Can a midwife and an OB/GYN truly collaborate together (?) … part 2
The answer is obviously YES, we can! We had our baby Zachary at home, in our garden tub. In the water. In 1999! And my OB/GYN husband caught our little man.
At the time of Zachary’s birth, we were living in Indiana. In Indiana at that time, home birth midwives were not recognized and were considered “illegal.” No matter what your training was. So I did a lot of births either under the radar or in the hospital as a doula. At the time doulas were also looked at with an “evil eye.” We weren’t very welcome in most hospitals, and it was truly a struggle to help our clients have the birth experience they were hoping for. To do my DONA doula training I had to attend 3 hospital births and get reviews from the labor and delivery nurses. It was a struggle to get a good review in that environment. Especially when the OB was not your husband. This was during the time of high episiotomy rates, immediate cord clamping, baby to the warmer instead of the chest, and almost everyone birthing in stirrups. Sometimes with a “sterile” drape over their legs. Weird, right? It was. So I tried to only work with pregnant people who were patients of Erik’s. And then I would make him come in special for them so I wouldn’t have to get the other OB on call. It worked out terrible for our home life. I had a regular babysitter on speed dial.
Being a birth junkie is real. And I was one. Indiana was never where we planned to stay forever, it was just a stepping stone to our forever home. In 2000, we moved to Madison, Wisconsin and Erik started working for UW Health as an OB/GYN and attending physician for the UW residency program.
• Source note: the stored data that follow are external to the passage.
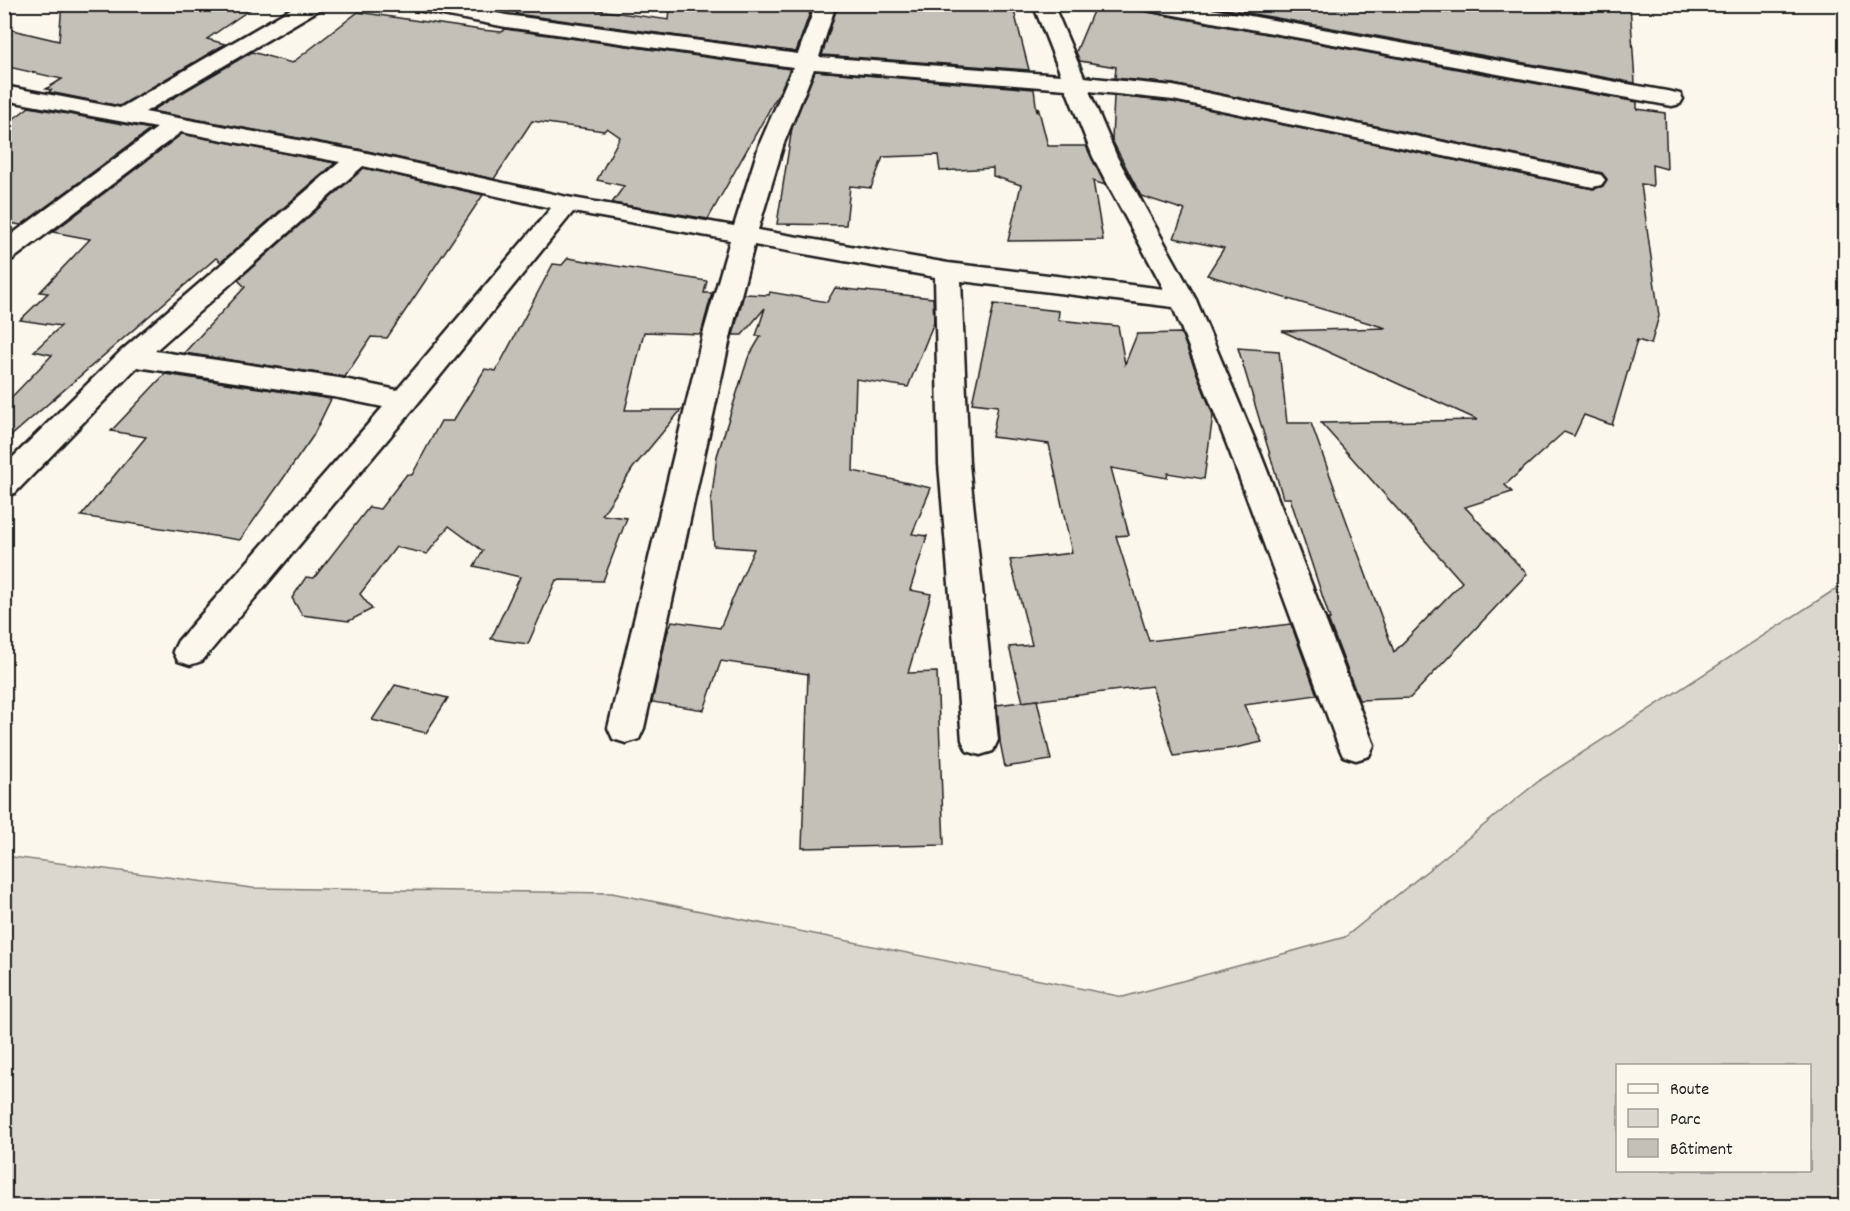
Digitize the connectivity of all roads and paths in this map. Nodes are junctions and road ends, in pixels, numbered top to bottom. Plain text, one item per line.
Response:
1 (315, 4) edge
2 (417, 4) edge
3 (826, 4) edge
4 (1043, 4) edge
5 (1147, 4) edge
6 (806, 62) junction
7 (1074, 83) junction
8 (4, 93) edge
9 (1672, 99) dead end
10 (125, 114) junction
11 (177, 124) junction
12 (358, 158) junction
13 (1593, 180) dead end
14 (567, 204) junction
15 (744, 234) junction
16 (4, 253) edge
17 (948, 271) junction
18 (1183, 300) junction
19 (131, 357) junction
20 (405, 401) junction
21 (4, 485) edge
22 (190, 651) dead end
23 (626, 728) dead end
24 (980, 740) dead end
25 (1356, 745) dead end

1 - 10 street
2 - 6 street
3 - 6 street
4 - 7 street
5 - 9 street
6 - 7 street
6 - 15 street
7 - 13 street
7 - 18 street
8 - 10 street
10 - 11 street
11 - 12 street
11 - 16 street
12 - 14 street
12 - 19 street
14 - 15 street
14 - 20 street
15 - 17 street
15 - 23 street
17 - 18 street
17 - 24 street
18 - 25 street
19 - 20 street
19 - 21 street
20 - 22 street

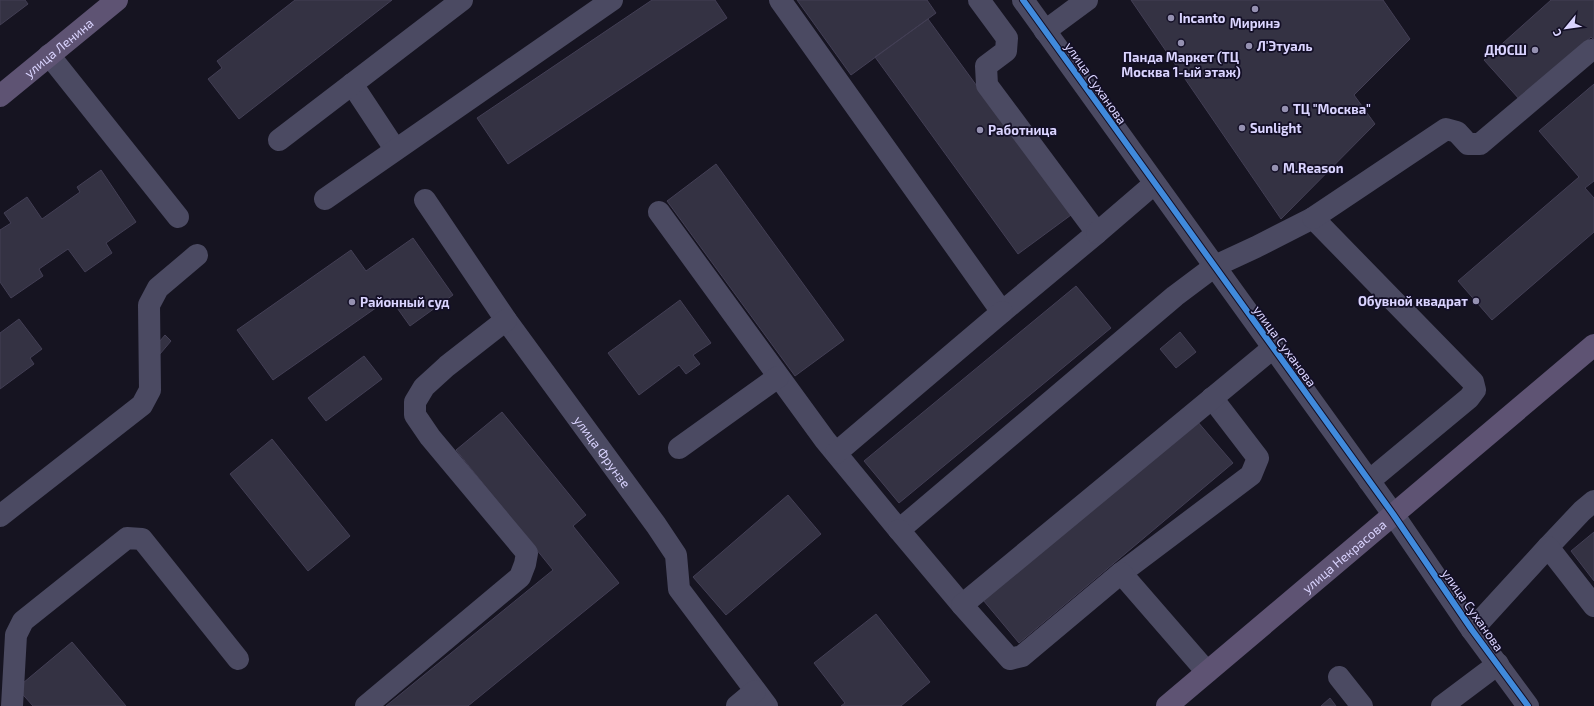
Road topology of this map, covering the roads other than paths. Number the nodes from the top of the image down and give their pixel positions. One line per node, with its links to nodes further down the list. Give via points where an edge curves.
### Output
1 (117, 0): 10 (main road, улица Ленина)
2 (462, 0): 11 (street)
3 (612, 0): 14 (street)
4 (780, 0): 24 (street)
5 (980, 0): 21 (street, via 1008,38 1006,51 986,66 987,85)
6 (1023, 0): 8 (street, улица Суханова)
7 (1087, 0): 8 (street)
8 (1045, 31): 15 (street, улица Суханова)
9 (1591, 50): 20 (street, via 1480,144 1468,144 1457,132 1446,129)
10 (49, 55): 12 (main road, улица Ленина); 19 (street)
11 (352, 84): 13 (street); 14 (street)
12 (0, 96)
13 (279, 140)
14 (395, 149): 16 (street)
15 (1154, 184): 21 (street); 23 (street, улица Суханова)
16 (325, 199)
17 (425, 200): 25 (street, улица Фрунзе)
18 (659, 212): 28 (street)
19 (178, 217)
20 (1312, 218): 23 (street); 32 (street, via 1472,382 1475,390 1469,398)
21 (1097, 233): 24 (street)
22 (197, 256): 35 (street, via 158,288 149,305 150,390 142,405)
23 (1215, 266): 27 (street, улица Суханова); 36 (street, via 1169,301)
24 (1002, 312): 31 (street)
25 (506, 320): 46 (street, улица Фрунзе, via 656,525 676,555 679,589); 48 (street, via 424,387 415,402 415,415 430,437 527,554 520,578)
26 (1594, 345): 34 (main road, улица Некрасова)
27 (1273, 348): 29 (street); 32 (street, улица Суханова)
28 (778, 377): 30 (street); 31 (street)
29 (1212, 398): 38 (street, via 1258,458 1251,476); 39 (street)
30 (679, 448)
31 (836, 453): 36 (street)
32 (1370, 481): 34 (street, улица Суханова)
33 (1594, 501): 37 (street)
34 (1393, 514): 41 (street, улица Суханова); 44 (main road, улица Некрасова)
35 (0, 516)
36 (899, 530): 39 (street)
37 (1548, 547): 40 (street); 41 (street)
38 (1121, 573): 39 (street, via 1022,656 1010,659); 44 (street)
39 (962, 605)
40 (1594, 606)
41 (1472, 630): 43 (street, улица Суханова)
42 (238, 659): 47 (street, via 142,539 127,538 23,621 16,635)
43 (1498, 664): 52 (street); 53 (street, улица Суханова)
44 (1206, 672): 50 (main road, улица Некрасова)
45 (1339, 677): 51 (street)
46 (761, 698): 49 (street)
47 (12, 706)
48 (366, 706)
49 (737, 706)
50 (1167, 706)
51 (1362, 706)
52 (1442, 706)
53 (1528, 706)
And *I* found an amazing midwife community and started practicing again as a midwife within the first year.
For Erik and I, talking birth at home was basically just our norm. It is an amazing feeling as a midwife to have a supportive, kind, genuinely caring OB to chat with daily. Someone you trust to bounce ideas off of without judgement. One of the best things about our relationship was that he would ask me questions just as much as I would ask him. If he was on call and had a patient with a complex labor, he would call me and ask me what I thought. We were both ridiculously into optimal fetal positioning as it related to labor patterns and cesareans. Funky positioned babies were our thing. As was being amazing at figuring out babies position through moms belly. A few weeks ago I was at a birth and someone brought in an ultrasound machine to figure out baby position — as in is the baby sunny side up or not. And I laughed. Because I already knew the baby was right occiput posterior (baby’s head is facing the front of moms left thigh (sort of), if that makes any sense. I could tell because mom asked me to feel her belly to see what position baby was in prior to them bringing in the dumb machine. I’m still laughing about this. And it’s not out of arrogance. I can teach anyone easily how to be amazing at figuring out babies position. One of my favorite resources to send to pregnant clients is Spinning Babies Belly Mapping link:
https://www.spinningbabies.com/pregnancy-birth/baby-position/belly-mapping/.
Truly easy peasy. And empowering!
There is so much more to our story, but I will save those for other blog posts. I fundamentally believe that obstetricians and midwives can and should not only collaborate together, but actually befriend and trust one another. Because it really is possible. Erik was a wonderful obstetrician. He truly cared about his patients. He checked his physician ego at the door. And that is what truly has to happen to change the direction that maternal/fetal health is going. Because it’s not going well here. And it needs to get better. The research has always pointed to a collaborative practice with midwives taking care of all low risk birthing people and obstetricians being involved in only the high risk scenarios. It was Erik’s dream to be involved in such a practice. Maybe someday through me, I can make that dream a reality.